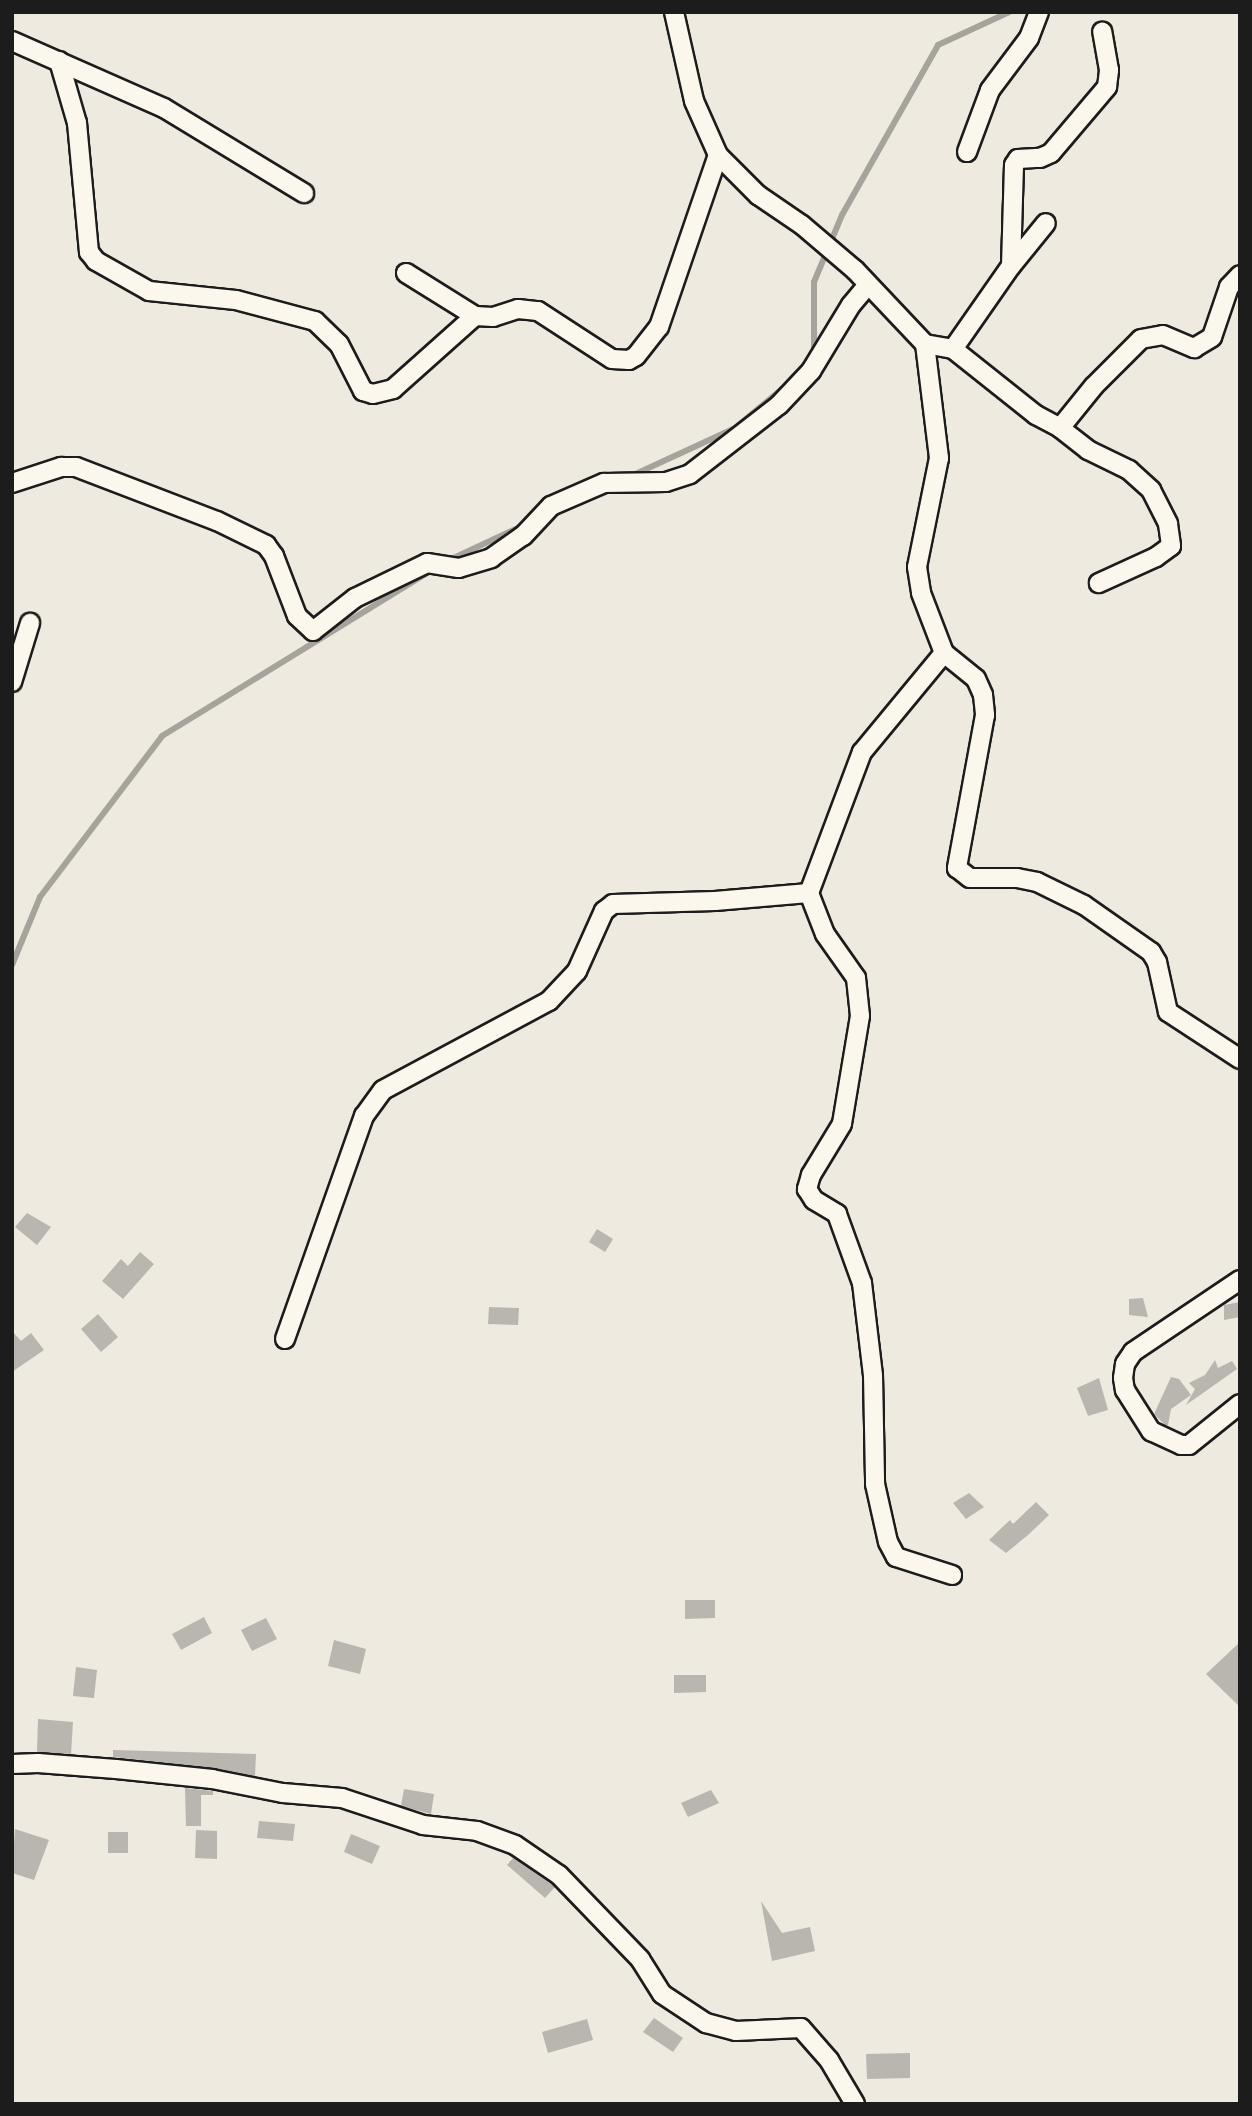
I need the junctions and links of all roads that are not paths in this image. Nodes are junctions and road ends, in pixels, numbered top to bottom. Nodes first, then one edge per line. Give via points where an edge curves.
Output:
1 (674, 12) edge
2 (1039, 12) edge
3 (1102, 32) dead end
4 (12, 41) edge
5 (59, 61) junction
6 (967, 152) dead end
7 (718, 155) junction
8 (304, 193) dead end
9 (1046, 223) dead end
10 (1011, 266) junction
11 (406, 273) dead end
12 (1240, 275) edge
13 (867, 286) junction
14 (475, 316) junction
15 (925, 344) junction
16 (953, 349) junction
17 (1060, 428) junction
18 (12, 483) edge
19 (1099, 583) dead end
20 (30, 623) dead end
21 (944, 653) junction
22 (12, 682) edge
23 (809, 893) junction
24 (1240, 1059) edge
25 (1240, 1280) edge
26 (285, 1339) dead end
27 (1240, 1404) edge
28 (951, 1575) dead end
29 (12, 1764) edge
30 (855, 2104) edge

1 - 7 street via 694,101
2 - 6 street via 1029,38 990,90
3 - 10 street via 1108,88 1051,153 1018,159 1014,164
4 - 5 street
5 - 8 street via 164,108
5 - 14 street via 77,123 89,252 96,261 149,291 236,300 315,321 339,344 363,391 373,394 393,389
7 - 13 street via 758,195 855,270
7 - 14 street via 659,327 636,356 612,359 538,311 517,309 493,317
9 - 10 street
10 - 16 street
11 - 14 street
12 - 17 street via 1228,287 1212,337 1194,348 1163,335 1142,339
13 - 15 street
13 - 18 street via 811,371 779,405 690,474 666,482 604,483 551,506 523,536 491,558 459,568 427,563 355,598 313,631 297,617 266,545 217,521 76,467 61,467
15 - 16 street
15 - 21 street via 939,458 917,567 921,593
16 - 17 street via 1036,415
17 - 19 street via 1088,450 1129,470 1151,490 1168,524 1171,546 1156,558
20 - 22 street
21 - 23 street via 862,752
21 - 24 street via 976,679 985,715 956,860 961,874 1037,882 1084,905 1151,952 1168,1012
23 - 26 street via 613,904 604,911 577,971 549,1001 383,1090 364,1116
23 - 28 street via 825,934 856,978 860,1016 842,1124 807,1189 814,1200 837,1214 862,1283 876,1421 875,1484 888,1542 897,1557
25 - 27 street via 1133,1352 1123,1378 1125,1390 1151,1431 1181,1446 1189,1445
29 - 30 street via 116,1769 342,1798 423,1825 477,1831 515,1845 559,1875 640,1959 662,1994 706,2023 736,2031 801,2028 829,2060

--

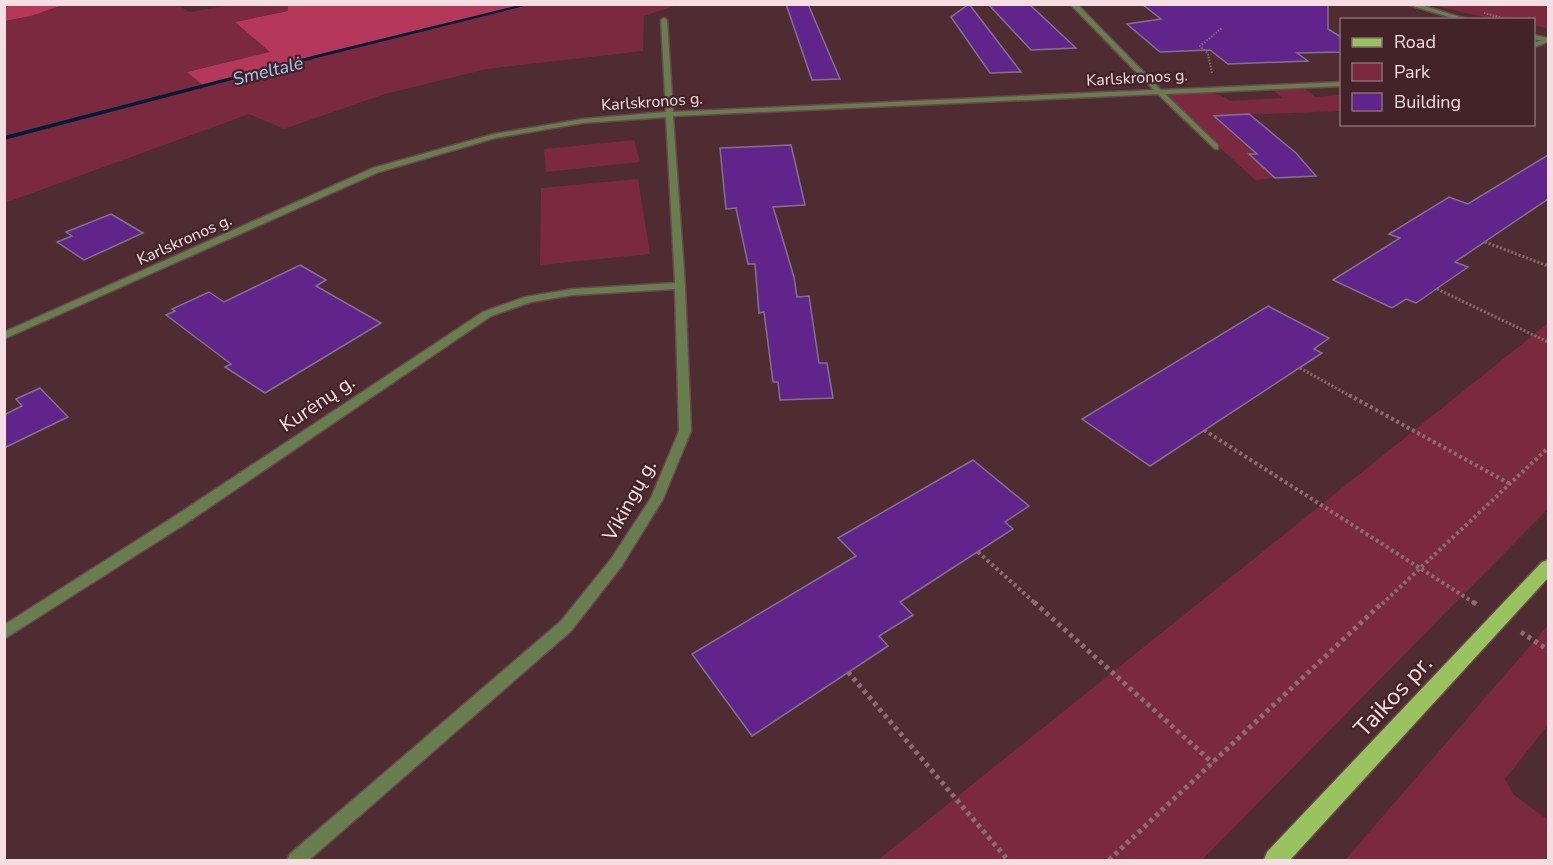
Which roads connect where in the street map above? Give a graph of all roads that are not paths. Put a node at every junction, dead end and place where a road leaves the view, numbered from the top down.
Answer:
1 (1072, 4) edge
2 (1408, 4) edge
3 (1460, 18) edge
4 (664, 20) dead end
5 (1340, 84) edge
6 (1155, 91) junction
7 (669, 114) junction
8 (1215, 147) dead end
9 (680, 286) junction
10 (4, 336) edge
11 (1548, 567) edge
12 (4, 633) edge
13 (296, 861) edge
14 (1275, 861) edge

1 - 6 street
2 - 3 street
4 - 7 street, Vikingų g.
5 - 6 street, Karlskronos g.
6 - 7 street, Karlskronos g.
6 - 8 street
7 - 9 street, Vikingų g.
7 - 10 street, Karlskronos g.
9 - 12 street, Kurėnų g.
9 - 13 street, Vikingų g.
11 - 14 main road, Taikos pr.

...

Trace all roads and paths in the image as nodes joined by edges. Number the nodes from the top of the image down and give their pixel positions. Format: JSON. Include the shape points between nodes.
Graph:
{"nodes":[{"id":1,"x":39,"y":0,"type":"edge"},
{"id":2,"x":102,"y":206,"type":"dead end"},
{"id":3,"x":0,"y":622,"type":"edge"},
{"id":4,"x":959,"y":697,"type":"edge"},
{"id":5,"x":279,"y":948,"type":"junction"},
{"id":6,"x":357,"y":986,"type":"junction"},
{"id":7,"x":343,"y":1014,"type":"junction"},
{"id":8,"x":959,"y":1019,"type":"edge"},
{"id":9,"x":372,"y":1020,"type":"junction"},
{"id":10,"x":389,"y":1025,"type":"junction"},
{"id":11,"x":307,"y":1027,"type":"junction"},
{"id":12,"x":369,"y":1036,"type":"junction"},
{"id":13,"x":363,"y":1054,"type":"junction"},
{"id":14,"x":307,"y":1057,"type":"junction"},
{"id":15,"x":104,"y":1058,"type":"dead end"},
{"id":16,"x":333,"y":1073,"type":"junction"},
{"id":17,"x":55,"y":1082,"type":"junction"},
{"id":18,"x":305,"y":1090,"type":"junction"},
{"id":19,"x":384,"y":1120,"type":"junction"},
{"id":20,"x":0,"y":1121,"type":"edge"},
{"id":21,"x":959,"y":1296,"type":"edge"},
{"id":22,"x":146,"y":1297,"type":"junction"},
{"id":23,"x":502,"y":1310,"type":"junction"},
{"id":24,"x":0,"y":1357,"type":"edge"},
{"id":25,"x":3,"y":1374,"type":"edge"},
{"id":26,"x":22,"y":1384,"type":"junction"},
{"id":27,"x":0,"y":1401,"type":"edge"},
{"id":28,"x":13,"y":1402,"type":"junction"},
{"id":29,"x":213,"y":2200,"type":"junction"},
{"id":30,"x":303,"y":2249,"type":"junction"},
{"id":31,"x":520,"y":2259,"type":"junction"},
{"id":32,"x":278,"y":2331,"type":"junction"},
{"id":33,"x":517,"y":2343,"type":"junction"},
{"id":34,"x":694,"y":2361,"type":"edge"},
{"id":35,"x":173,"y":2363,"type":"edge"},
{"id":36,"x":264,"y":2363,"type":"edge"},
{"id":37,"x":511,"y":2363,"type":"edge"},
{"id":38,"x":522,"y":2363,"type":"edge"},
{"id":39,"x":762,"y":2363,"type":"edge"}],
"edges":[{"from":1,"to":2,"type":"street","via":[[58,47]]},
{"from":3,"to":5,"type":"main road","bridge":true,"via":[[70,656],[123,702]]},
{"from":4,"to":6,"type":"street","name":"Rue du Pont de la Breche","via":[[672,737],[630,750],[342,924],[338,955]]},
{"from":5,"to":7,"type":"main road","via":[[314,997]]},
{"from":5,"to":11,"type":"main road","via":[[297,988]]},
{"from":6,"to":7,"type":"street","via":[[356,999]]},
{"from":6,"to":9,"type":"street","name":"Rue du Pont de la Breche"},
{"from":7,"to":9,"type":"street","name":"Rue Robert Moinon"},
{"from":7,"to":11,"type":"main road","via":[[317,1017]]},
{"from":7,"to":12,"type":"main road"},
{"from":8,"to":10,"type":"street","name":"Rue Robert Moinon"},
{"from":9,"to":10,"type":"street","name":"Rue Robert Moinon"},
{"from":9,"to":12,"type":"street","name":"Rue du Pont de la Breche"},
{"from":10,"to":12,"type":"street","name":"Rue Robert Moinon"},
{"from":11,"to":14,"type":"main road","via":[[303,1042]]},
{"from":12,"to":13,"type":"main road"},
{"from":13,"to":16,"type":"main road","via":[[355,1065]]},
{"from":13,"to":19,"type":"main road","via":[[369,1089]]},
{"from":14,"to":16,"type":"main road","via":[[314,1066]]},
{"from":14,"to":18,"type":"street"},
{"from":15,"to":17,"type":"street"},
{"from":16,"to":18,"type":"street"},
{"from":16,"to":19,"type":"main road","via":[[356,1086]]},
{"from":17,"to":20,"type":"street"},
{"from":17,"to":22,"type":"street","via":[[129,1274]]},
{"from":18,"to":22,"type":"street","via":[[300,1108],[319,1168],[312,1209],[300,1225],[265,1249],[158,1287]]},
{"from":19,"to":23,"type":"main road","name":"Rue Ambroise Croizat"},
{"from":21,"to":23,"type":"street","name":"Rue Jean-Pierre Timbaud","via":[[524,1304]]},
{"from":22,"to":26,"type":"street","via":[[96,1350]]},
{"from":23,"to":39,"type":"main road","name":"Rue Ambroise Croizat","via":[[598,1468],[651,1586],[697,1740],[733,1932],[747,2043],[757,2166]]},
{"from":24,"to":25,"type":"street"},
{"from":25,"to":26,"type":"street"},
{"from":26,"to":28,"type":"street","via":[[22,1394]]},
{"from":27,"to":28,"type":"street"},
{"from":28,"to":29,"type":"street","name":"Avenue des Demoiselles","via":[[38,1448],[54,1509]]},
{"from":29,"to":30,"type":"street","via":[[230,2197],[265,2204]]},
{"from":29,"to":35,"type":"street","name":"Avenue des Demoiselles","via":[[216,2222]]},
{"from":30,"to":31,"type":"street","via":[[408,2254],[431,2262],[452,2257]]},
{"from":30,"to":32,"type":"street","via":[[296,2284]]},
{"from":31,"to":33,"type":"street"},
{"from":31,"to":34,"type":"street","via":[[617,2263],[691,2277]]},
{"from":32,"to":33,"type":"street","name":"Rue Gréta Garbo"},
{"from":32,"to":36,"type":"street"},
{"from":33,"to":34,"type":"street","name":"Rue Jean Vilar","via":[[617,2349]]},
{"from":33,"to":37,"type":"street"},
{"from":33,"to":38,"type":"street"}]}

WHAT NEEDS TO BE DONE. Copy every line of the entries in which "numbered" can be found.

RESULT.
I need the junctions and links of all roads that are not paths in this image. Nodes are junctions and road ends, in pixels, numbered top to bottom. Nodes first, then one edge per line. Give via points where an edge curves.
Which roads connect where in the street map above? Give a graph of all roads that are not paths. Put a node at every junction, dead end and place where a road leaves the view, numbered from the top down.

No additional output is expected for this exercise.